Your assignment: If a line in the entries includes "Left", show that line.

Dataset entries:
◆ ◆ ◆

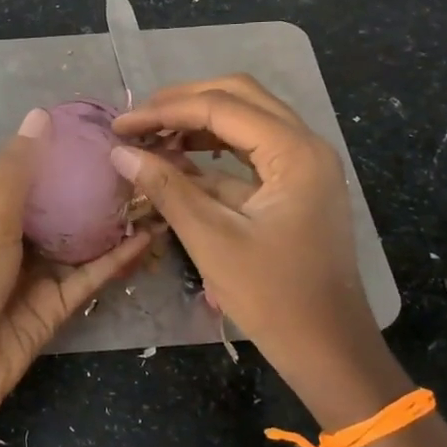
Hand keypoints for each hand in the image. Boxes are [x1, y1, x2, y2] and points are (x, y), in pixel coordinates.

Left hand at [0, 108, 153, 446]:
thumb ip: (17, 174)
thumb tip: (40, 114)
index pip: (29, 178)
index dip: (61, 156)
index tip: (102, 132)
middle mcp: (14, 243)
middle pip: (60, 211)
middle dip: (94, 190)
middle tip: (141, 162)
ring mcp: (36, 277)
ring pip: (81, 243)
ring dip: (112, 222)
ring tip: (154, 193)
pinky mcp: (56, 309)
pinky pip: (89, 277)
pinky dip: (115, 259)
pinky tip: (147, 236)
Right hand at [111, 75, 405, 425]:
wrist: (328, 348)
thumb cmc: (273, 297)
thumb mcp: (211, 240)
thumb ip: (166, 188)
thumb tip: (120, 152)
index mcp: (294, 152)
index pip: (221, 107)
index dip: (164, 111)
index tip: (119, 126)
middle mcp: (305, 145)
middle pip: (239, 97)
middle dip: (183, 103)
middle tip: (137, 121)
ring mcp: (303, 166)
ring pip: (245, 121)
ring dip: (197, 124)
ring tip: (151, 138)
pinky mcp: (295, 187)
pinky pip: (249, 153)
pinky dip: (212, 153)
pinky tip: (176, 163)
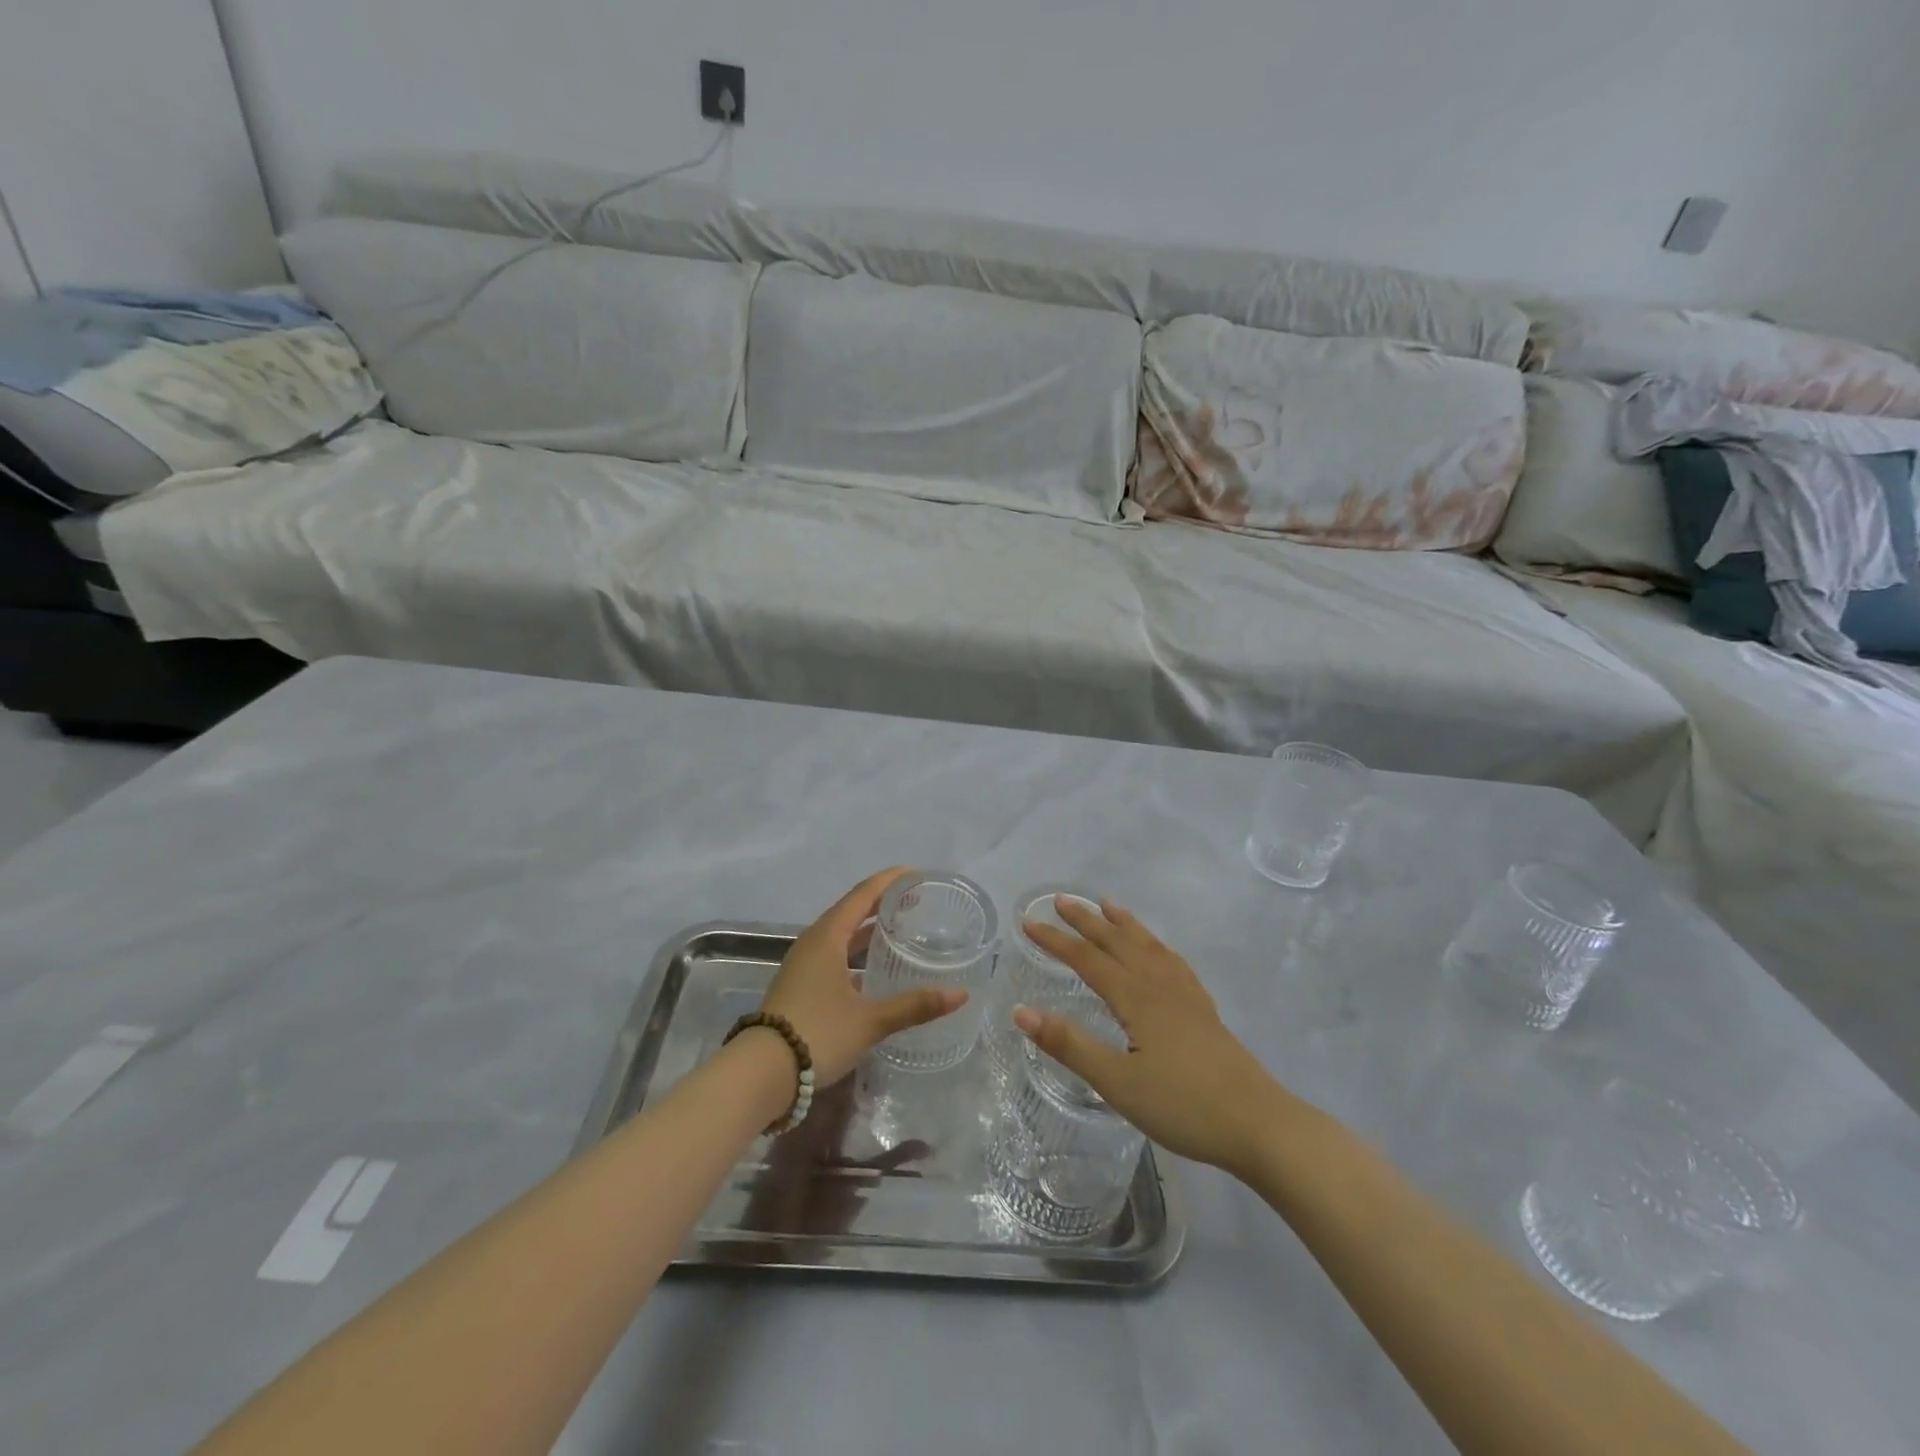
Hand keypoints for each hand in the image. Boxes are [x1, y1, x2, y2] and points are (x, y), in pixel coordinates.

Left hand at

◆ ◆ ◆

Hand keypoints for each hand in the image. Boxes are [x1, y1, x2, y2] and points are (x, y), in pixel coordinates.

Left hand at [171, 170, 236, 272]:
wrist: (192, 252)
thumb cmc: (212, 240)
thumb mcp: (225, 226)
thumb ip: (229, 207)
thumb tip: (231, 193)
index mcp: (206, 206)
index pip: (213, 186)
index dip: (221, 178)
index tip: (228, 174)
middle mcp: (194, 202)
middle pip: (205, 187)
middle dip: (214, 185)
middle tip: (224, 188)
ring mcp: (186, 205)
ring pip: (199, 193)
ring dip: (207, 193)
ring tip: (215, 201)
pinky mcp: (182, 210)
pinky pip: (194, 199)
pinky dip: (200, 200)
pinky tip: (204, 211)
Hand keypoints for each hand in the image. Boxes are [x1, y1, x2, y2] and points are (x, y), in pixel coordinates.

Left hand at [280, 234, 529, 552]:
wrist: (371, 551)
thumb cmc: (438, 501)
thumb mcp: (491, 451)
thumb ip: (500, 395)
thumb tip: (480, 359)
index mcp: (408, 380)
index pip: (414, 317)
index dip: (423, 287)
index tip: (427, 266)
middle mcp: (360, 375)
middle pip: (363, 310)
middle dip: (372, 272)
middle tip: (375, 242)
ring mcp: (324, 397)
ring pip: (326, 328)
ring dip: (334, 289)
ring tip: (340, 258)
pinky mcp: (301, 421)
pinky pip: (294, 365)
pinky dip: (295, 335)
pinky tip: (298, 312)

◆ ◆ ◆

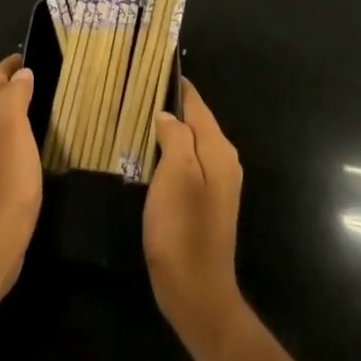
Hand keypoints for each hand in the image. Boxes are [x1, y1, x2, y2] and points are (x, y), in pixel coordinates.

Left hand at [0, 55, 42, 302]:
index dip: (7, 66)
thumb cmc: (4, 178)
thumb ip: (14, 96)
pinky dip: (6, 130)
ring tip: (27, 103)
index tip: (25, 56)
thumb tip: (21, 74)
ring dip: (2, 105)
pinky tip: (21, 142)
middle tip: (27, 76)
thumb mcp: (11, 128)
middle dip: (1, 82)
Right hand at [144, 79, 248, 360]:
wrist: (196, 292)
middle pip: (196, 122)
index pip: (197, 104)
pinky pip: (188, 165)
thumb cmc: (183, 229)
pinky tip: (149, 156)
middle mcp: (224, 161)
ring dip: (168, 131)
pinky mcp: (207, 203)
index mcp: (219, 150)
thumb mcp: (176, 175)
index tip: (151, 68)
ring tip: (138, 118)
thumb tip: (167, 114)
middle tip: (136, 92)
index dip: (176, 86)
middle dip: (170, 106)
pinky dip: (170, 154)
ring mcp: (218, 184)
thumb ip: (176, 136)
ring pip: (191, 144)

◆ ◆ ◆

Answer for the task:
Left hand at [0, 108, 153, 446]:
Left hand at
Left hand at [171, 170, 236, 272]:
Left hand at [280, 234, 529, 552]:
Left hand at [0, 55, 42, 302]:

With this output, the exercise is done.